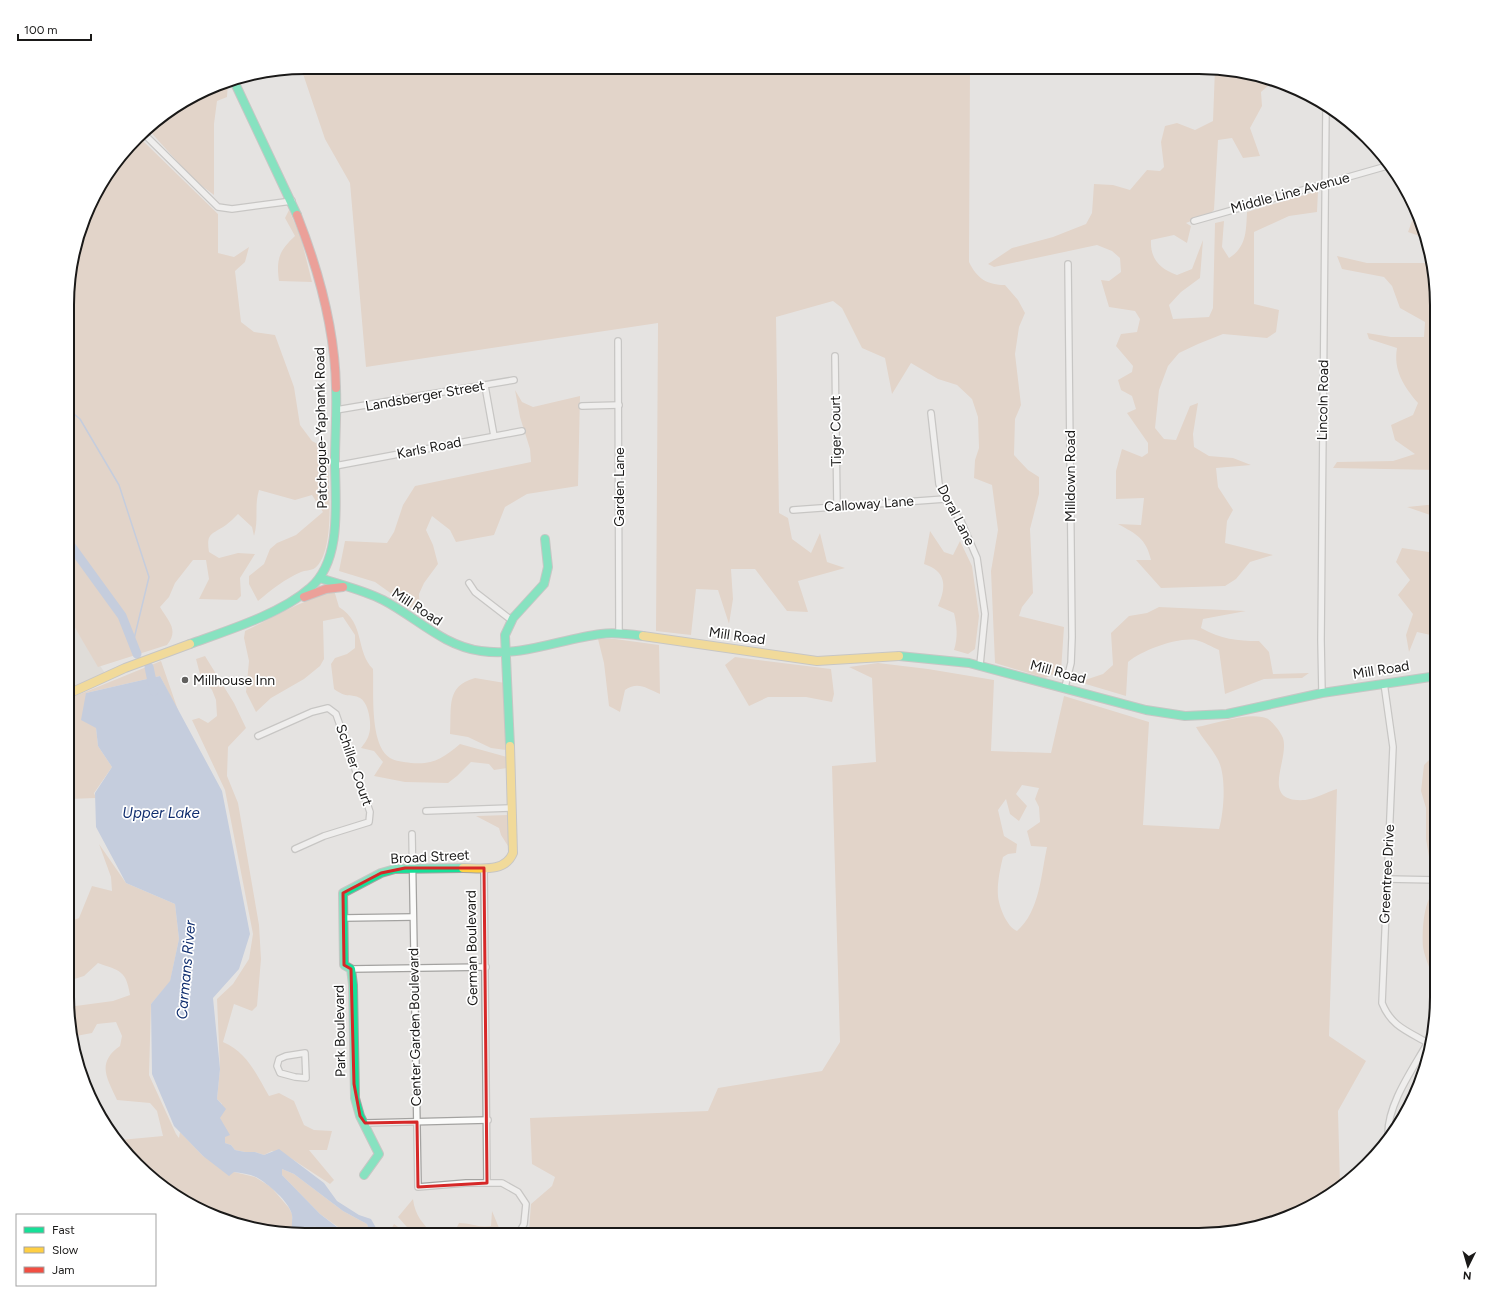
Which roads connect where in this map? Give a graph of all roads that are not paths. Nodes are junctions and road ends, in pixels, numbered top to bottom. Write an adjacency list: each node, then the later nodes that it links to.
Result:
1 (236, 85): 6 (main road, Patchogue-Yaphank Road)
2 (1326, 112): 5 (street, Lincoln Road)
3 (147, 137): 6 (street)
4 (1384, 167): 5 (street, Middle Line Avenue)
5 (1325, 183): 7 (street, Middle Line Avenue); 36 (street, Lincoln Road)
6 (292, 201): 15 (main road, Patchogue-Yaphank Road)
7 (1194, 221)
8 (1068, 264): 34 (street, Milldown Road)
9 (618, 341): 13 (street, Garden Lane)
10 (834, 356): 21 (street, Tiger Court)
11 (514, 380): 12 (street, Landsberger Street)
12 (486, 386): 15 (street, Landsberger Street); 18 (street)
13 (619, 405): 14 (street); 29 (street, Garden Lane)
14 (582, 406)
15 (336, 410): 19 (main road, Patchogue-Yaphank Road)
16 (931, 413): 20 (street, Doral Lane)
17 (522, 431): 18 (street, Karls Road)
18 (494, 436): 19 (street, Karls Road)
19 (335, 466): 24 (main road, Patchogue-Yaphank Road)
20 (945, 499): 21 (street, Calloway Lane); 31 (street, Doral Lane)
21 (837, 506): 22 (street, Calloway Lane)
22 (793, 510)
23 (545, 538): 28 (main road)
24 (320, 578): 26 (main road, Mill Road); 27 (main road)
25 (469, 583): 28 (street)
26 (350, 587): 27 (main road); 30 (main road, Mill Road)
27 (298, 598): 35 (main road)
28 (510, 619): 30 (main road)
29 (619, 633): 30 (main road, Mill Road); 31 (main road, Mill Road)
30 (505, 652): 38 (main road)
31 (980, 665): 34 (main road, Mill Road)
32 (1430, 677): 33 (main road, Mill Road)
33 (1384, 683): 36 (main road, Mill Road); 44 (street, Greentree Drive)
34 (1065, 688): 36 (main road, Mill Road)
35 (74, 691)
36 (1322, 693)
37 (258, 736): 41 (street, Schiller Court)
38 (512, 808): 39 (street); 43 (main road)
39 (426, 811)
40 (412, 834): 42 (street, Center Garden Boulevard)
41 (295, 849)
42 (412, 868): 43 (main road, Broad Street); 46 (main road, Broad Street); 47 (street, Center Garden Boulevard)
43 (484, 868): 49 (street, German Boulevard)
44 (1387, 879): 45 (street); 52 (street, Greentree Drive)
45 (1430, 880)
46 (356, 886): 48 (main road, Park Boulevard)
47 (413, 917): 48 (street); 50 (street, Center Garden Boulevard)
48 (343, 918): 51 (main road, Park Boulevard)
49 (486, 967): 50 (street); 55 (street, German Boulevard)
50 (414, 968): 51 (street); 56 (street, Center Garden Boulevard)
51 (351, 969): 57 (main road, Park Boulevard)
52 (1426, 1041)
53 (1424, 1049): 58 (street)
54 (305, 1053): 54 (street)
55 (488, 1120): 56 (street); 60 (street, German Boulevard)
56 (417, 1122): 57 (street); 60 (street, Center Garden Boulevard)
57 (365, 1123): 59 (main road, Park Boulevard)
58 (1388, 1129)
59 (364, 1175)
60 (487, 1183): 61 (street)
61 (522, 1228)

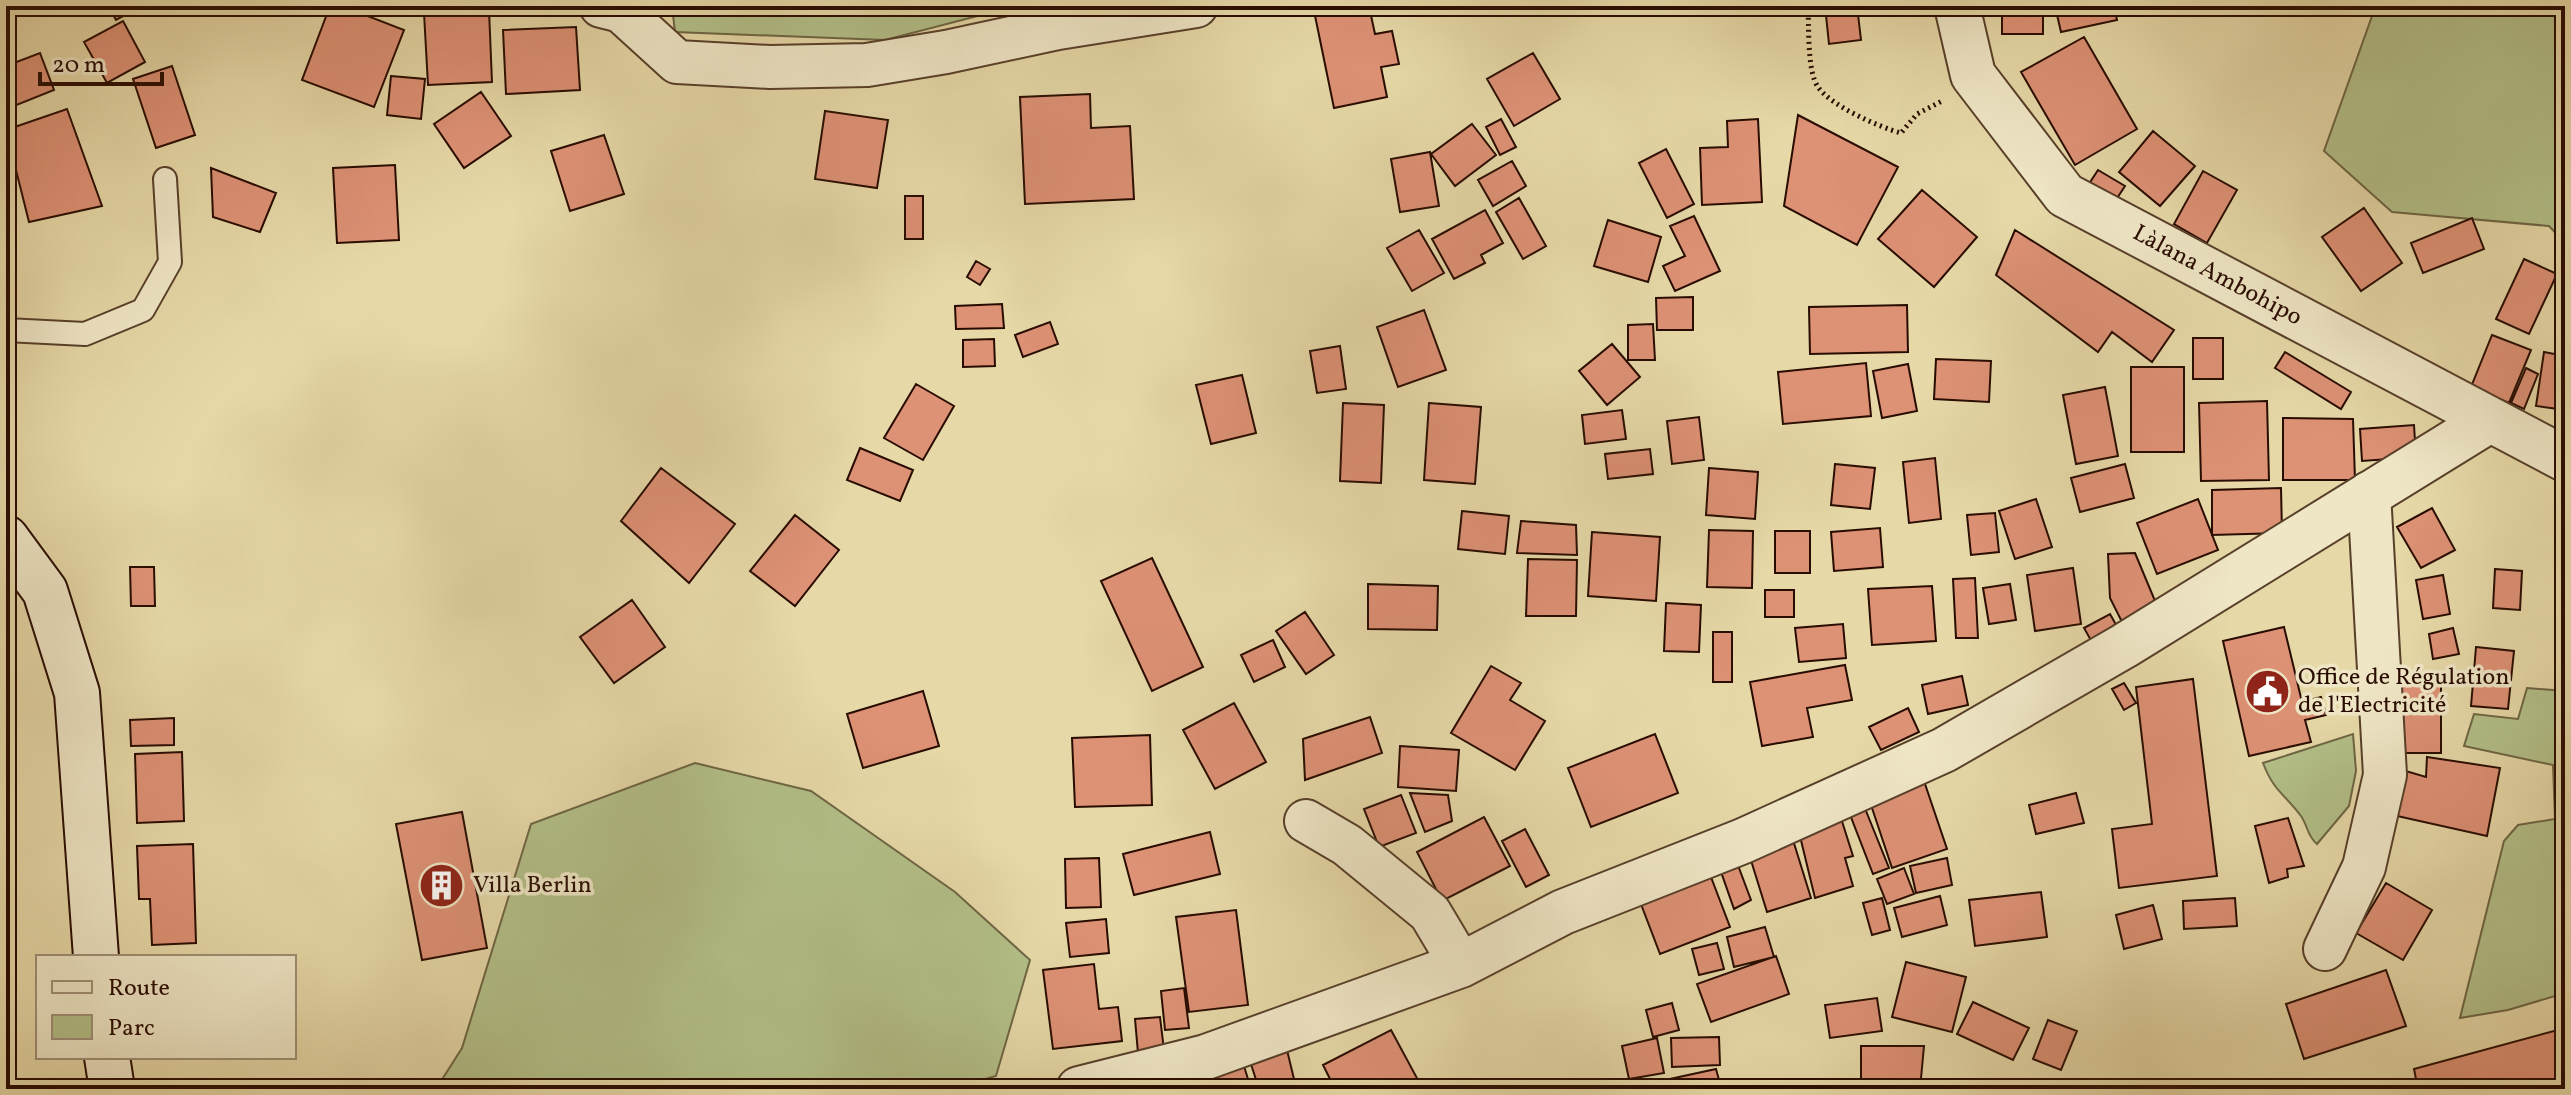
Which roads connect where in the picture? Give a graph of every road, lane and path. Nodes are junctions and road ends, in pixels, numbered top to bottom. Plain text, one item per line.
1 (601, 6) edge
2 (1196, 6) edge
3 (1808, 6) edge
4 (1957, 6) edge
5 (1973, 75) junction
6 (165, 179) dead end
7 (6, 330) edge
8 (2488, 421) junction
9 (2565, 459) edge
10 (2369, 493) junction
11 (6, 538) edge
12 (1306, 821) dead end
13 (2325, 949) dead end
14 (96, 955) edge
15 (1461, 965) junction
16 (107, 1059) edge
17 (112, 1089) edge
18 (1079, 1089) edge

1 - 2 street
3 - 5 path
4 - 5 street, Làlana Ambohipo
5 - 8 street, Làlana Ambohipo
6 - 7 lane
8 - 9 street, Làlana Ambohipo
8 - 10 street
10 - 13 street
10 - 15 street
11 - 14 street
12 - 15 street
15 - 18 street
16 - 17 street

━━━━━━━━━━━━━━━━━━━━

All of the lines above must be printed again exactly, and no picture may appear in the copy.

Which roads connect where in this map? Give a graph of all roads that are not paths. Nodes are junctions and road ends, in pixels, numbered top to bottom. Write an adjacency list: each node, then the later nodes that it links to.
Result:
1 (236, 85): 6 (main road, Patchogue-Yaphank Road)
2 (1326, 112): 5 (street, Lincoln Road)
3 (147, 137): 6 (street)
4 (1384, 167): 5 (street, Middle Line Avenue)
5 (1325, 183): 7 (street, Middle Line Avenue); 36 (street, Lincoln Road)
6 (292, 201): 15 (main road, Patchogue-Yaphank Road)
7 (1194, 221)
8 (1068, 264): 34 (street, Milldown Road)
9 (618, 341): 13 (street, Garden Lane)
10 (834, 356): 21 (street, Tiger Court)
11 (514, 380): 12 (street, Landsberger Street)
12 (486, 386): 15 (street, Landsberger Street); 18 (street)
13 (619, 405): 14 (street); 29 (street, Garden Lane)
14 (582, 406)
15 (336, 410): 19 (main road, Patchogue-Yaphank Road)
16 (931, 413): 20 (street, Doral Lane)
17 (522, 431): 18 (street, Karls Road)
18 (494, 436): 19 (street, Karls Road)
19 (335, 466): 24 (main road, Patchogue-Yaphank Road)
20 (945, 499): 21 (street, Calloway Lane); 31 (street, Doral Lane)
21 (837, 506): 22 (street, Calloway Lane)
22 (793, 510)
23 (545, 538): 28 (main road)
24 (320, 578): 26 (main road, Mill Road); 27 (main road)
25 (469, 583): 28 (street)
26 (350, 587): 27 (main road); 30 (main road, Mill Road)
27 (298, 598): 35 (main road)
28 (510, 619): 30 (main road)
29 (619, 633): 30 (main road, Mill Road); 31 (main road, Mill Road)
30 (505, 652): 38 (main road)
31 (980, 665): 34 (main road, Mill Road)
32 (1430, 677): 33 (main road, Mill Road)
33 (1384, 683): 36 (main road, Mill Road); 44 (street, Greentree Drive)
34 (1065, 688): 36 (main road, Mill Road)
35 (74, 691)
36 (1322, 693)
37 (258, 736): 41 (street, Schiller Court)
38 (512, 808): 39 (street); 43 (main road)
39 (426, 811)
40 (412, 834): 42 (street, Center Garden Boulevard)
41 (295, 849)
42 (412, 868): 43 (main road, Broad Street); 46 (main road, Broad Street); 47 (street, Center Garden Boulevard)
43 (484, 868): 49 (street, German Boulevard)
44 (1387, 879): 45 (street); 52 (street, Greentree Drive)
45 (1430, 880)
46 (356, 886): 48 (main road, Park Boulevard)
47 (413, 917): 48 (street); 50 (street, Center Garden Boulevard)
48 (343, 918): 51 (main road, Park Boulevard)
49 (486, 967): 50 (street); 55 (street, German Boulevard)
50 (414, 968): 51 (street); 56 (street, Center Garden Boulevard)
51 (351, 969): 57 (main road, Park Boulevard)
52 (1426, 1041)
53 (1424, 1049): 58 (street)
54 (305, 1053): 54 (street)
55 (488, 1120): 56 (street); 60 (street, German Boulevard)
56 (417, 1122): 57 (street); 60 (street, Center Garden Boulevard)
57 (365, 1123): 59 (main road, Park Boulevard)
58 (1388, 1129)
59 (364, 1175)
60 (487, 1183): 61 (street)
61 (522, 1228)

Which roads connect where in the picture? Give a graph of every road, lane and path. Nodes are junctions and road ends, in pixels, numbered top to bottom. Plain text, one item per line.
1 (601, 6) edge
2 (1196, 6) edge
3 (1808, 6) edge
4 (1957, 6) edge
5 (1973, 75) junction
6 (165, 179) dead end
7 (6, 330) edge
8 (2488, 421) junction
9 (2565, 459) edge
10 (2369, 493) junction
11 (6, 538) edge
12 (1306, 821) dead end
13 (2325, 949) dead end
14 (96, 955) edge
15 (1461, 965) junction
16 (107, 1059) edge
17 (112, 1089) edge
18 (1079, 1089) edge

1 - 2 street
3 - 5 path
4 - 5 street, Làlana Ambohipo
5 - 8 street, Làlana Ambohipo
6 - 7 lane
8 - 9 street, Làlana Ambohipo
8 - 10 street
10 - 13 street
10 - 15 street
11 - 14 street
12 - 15 street
15 - 18 street
16 - 17 street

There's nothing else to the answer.